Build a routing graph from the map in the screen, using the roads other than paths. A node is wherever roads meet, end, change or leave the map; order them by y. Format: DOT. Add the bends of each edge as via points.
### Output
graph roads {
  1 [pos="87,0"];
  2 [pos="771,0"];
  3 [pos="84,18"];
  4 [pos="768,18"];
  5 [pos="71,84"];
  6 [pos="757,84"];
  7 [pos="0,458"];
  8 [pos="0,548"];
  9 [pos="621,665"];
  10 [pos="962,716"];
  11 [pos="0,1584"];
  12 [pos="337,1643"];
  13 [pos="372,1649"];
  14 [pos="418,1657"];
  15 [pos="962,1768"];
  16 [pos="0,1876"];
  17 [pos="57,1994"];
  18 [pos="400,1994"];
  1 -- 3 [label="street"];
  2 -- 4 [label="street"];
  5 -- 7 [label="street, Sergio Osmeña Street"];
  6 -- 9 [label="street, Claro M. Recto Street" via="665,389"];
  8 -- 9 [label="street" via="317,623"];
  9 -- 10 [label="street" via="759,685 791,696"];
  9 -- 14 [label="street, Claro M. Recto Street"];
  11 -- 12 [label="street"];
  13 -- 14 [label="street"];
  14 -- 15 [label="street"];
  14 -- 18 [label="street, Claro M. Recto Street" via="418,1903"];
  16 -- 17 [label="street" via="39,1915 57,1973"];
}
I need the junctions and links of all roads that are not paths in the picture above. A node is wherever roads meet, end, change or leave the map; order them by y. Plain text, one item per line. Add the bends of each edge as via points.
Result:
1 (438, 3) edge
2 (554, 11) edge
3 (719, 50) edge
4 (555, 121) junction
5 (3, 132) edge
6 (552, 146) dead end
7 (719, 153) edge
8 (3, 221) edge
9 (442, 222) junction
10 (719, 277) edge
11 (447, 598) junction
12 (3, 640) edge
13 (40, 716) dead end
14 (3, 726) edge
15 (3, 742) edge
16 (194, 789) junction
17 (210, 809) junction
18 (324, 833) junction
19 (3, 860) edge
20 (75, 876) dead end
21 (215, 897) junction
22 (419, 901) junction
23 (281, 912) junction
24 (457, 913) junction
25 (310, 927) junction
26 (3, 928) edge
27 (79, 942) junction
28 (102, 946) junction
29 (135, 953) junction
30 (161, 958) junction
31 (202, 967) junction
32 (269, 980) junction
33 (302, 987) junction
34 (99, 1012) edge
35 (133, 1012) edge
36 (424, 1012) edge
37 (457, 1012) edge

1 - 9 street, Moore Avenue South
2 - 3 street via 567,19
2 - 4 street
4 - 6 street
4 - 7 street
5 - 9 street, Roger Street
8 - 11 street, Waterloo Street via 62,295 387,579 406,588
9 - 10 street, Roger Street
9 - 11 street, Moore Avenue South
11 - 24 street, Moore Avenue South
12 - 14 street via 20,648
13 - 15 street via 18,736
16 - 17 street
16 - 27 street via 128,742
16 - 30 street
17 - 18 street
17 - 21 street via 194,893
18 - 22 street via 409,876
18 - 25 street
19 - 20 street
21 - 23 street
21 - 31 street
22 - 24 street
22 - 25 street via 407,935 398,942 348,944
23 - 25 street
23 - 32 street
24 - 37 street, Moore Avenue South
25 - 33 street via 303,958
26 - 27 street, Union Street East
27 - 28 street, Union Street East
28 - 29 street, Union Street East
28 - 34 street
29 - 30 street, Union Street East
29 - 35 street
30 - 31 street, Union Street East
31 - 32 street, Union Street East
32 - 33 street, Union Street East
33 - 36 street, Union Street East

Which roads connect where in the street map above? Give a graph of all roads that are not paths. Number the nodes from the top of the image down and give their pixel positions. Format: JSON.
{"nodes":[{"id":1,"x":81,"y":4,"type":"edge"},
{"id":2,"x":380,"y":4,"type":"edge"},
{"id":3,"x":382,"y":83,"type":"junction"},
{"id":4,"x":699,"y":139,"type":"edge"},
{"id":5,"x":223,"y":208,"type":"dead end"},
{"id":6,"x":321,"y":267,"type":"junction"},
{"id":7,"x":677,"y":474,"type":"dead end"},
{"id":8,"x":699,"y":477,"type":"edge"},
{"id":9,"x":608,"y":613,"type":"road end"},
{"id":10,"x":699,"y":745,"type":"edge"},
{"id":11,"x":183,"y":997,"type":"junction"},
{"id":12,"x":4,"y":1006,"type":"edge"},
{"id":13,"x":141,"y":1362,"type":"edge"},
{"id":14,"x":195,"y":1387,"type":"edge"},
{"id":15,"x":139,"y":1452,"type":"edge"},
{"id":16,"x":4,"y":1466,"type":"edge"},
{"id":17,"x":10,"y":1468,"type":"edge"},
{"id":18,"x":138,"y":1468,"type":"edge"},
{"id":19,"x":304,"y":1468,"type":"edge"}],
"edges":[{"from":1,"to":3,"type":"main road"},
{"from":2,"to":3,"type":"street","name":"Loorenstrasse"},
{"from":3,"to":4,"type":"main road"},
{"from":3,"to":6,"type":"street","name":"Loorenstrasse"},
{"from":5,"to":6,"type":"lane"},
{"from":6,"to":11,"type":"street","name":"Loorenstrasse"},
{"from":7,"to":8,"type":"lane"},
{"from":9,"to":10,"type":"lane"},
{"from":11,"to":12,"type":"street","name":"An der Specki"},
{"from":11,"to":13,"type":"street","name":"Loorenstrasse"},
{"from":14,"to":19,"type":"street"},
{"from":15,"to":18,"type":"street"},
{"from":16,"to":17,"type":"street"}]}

==============================

» **PROBLEM REQUIREMENTS**
Repeat the material, keeping every word exactly as it is.

» **RESPONSE FOR THIS EXERCISE**
Build a routing graph from the map in the screen, using the roads other than paths. A node is wherever roads meet, end, change or leave the map; order them by y. Format: DOT. Add the bends of each edge as via points.
### Output
graph roads {
  1 [pos="87,0"];
  2 [pos="771,0"];
  3 [pos="84,18"];
  4 [pos="768,18"];
  5 [pos="71,84"];
  6 [pos="757,84"];
  7 [pos="0,458"];
  8 [pos="0,548"];
  9 [pos="621,665"];
  10 [pos="962,716"];
  11 [pos="0,1584"];
  12 [pos="337,1643"];
  13 [pos="372,1649"];
  14 [pos="418,1657"];
  15 [pos="962,1768"];
  16 [pos="0,1876"];
  17 [pos="57,1994"];
  18 [pos="400,1994"];
  1 -- 3 [label="street"];
  2 -- 4 [label="street"];
  5 -- 7 [label="street, Sergio Osmeña Street"];
  6 -- 9 [label="street, Claro M. Recto Street" via="665,389"];
  8 -- 9 [label="street" via="317,623"];
  9 -- 10 [label="street" via="759,685 791,696"];
  9 -- 14 [label="street, Claro M. Recto Street"];
  11 -- 12 [label="street"];
  13 -- 14 [label="street"];
  14 -- 15 [label="street"];
  14 -- 18 [label="street, Claro M. Recto Street" via="418,1903"];
  16 -- 17 [label="street" via="39,1915 57,1973"];
}
I need the junctions and links of all roads that are not paths in the picture above. A node is wherever roads meet, end, change or leave the map; order them by y. Plain text, one item per line. Add the bends of each edge as via points.
Result:
1 (438, 3) edge
2 (554, 11) edge
3 (719, 50) edge
4 (555, 121) junction
5 (3, 132) edge
6 (552, 146) dead end
7 (719, 153) edge
8 (3, 221) edge
9 (442, 222) junction
10 (719, 277) edge
11 (447, 598) junction
12 (3, 640) edge
13 (40, 716) dead end
14 (3, 726) edge
15 (3, 742) edge
16 (194, 789) junction
17 (210, 809) junction
18 (324, 833) junction
19 (3, 860) edge
20 (75, 876) dead end
21 (215, 897) junction
22 (419, 901) junction
23 (281, 912) junction
24 (457, 913) junction
25 (310, 927) junction
26 (3, 928) edge
27 (79, 942) junction
28 (102, 946) junction
29 (135, 953) junction
30 (161, 958) junction
31 (202, 967) junction
32 (269, 980) junction
33 (302, 987) junction
34 (99, 1012) edge
35 (133, 1012) edge
36 (424, 1012) edge
37 (457, 1012) edge

1 - 9 street, Moore Avenue South
2 - 3 street via 567,19
2 - 4 street
4 - 6 street
4 - 7 street
5 - 9 street, Roger Street
8 - 11 street, Waterloo Street via 62,295 387,579 406,588
9 - 10 street, Roger Street
9 - 11 street, Moore Avenue South
11 - 24 street, Moore Avenue South
12 - 14 street via 20,648
13 - 15 street via 18,736
16 - 17 street
16 - 27 street via 128,742
16 - 30 street
17 - 18 street
17 - 21 street via 194,893
18 - 22 street via 409,876
18 - 25 street
19 - 20 street
21 - 23 street
21 - 31 street
22 - 24 street
22 - 25 street via 407,935 398,942 348,944
23 - 25 street
23 - 32 street
24 - 37 street, Moore Avenue South
25 - 33 street via 303,958
26 - 27 street, Union Street East
27 - 28 street, Union Street East
28 - 29 street, Union Street East
28 - 34 street
29 - 30 street, Union Street East
29 - 35 street
30 - 31 street, Union Street East
31 - 32 street, Union Street East
32 - 33 street, Union Street East
33 - 36 street, Union Street East

Which roads connect where in the street map above? Give a graph of all roads that are not paths. Number the nodes from the top of the image down and give their pixel positions. Format: JSON.
{"nodes":[{"id":1,"x":81,"y":4,"type":"edge"},
{"id":2,"x":380,"y":4,"type":"edge"},
{"id":3,"x":382,"y":83,"type":"junction"},
{"id":4,"x":699,"y":139,"type":"edge"},
{"id":5,"x":223,"y":208,"type":"dead end"},
{"id":6,"x":321,"y":267,"type":"junction"},
{"id":7,"x":677,"y":474,"type":"dead end"},
{"id":8,"x":699,"y":477,"type":"edge"},
{"id":9,"x":608,"y":613,"type":"road end"},
{"id":10,"x":699,"y":745,"type":"edge"},
{"id":11,"x":183,"y":997,"type":"junction"},
{"id":12,"x":4,"y":1006,"type":"edge"},
{"id":13,"x":141,"y":1362,"type":"edge"},
{"id":14,"x":195,"y":1387,"type":"edge"},
{"id":15,"x":139,"y":1452,"type":"edge"},
{"id":16,"x":4,"y":1466,"type":"edge"},
{"id":17,"x":10,"y":1468,"type":"edge"},
{"id":18,"x":138,"y":1468,"type":"edge"},
{"id":19,"x":304,"y":1468,"type":"edge"}],
"edges":[{"from":1,"to":3,"type":"main road"},
{"from":2,"to":3,"type":"street","name":"Loorenstrasse"},
{"from":3,"to":4,"type":"main road"},
{"from":3,"to":6,"type":"street","name":"Loorenstrasse"},
{"from":5,"to":6,"type":"lane"},
{"from":6,"to":11,"type":"street","name":"Loorenstrasse"},
{"from":7,"to":8,"type":"lane"},
{"from":9,"to":10,"type":"lane"},
{"from":11,"to":12,"type":"street","name":"An der Specki"},
{"from":11,"to":13,"type":"street","name":"Loorenstrasse"},
{"from":14,"to":19,"type":"street"},
{"from":15,"to":18,"type":"street"},
{"from":16,"to":17,"type":"street"}]}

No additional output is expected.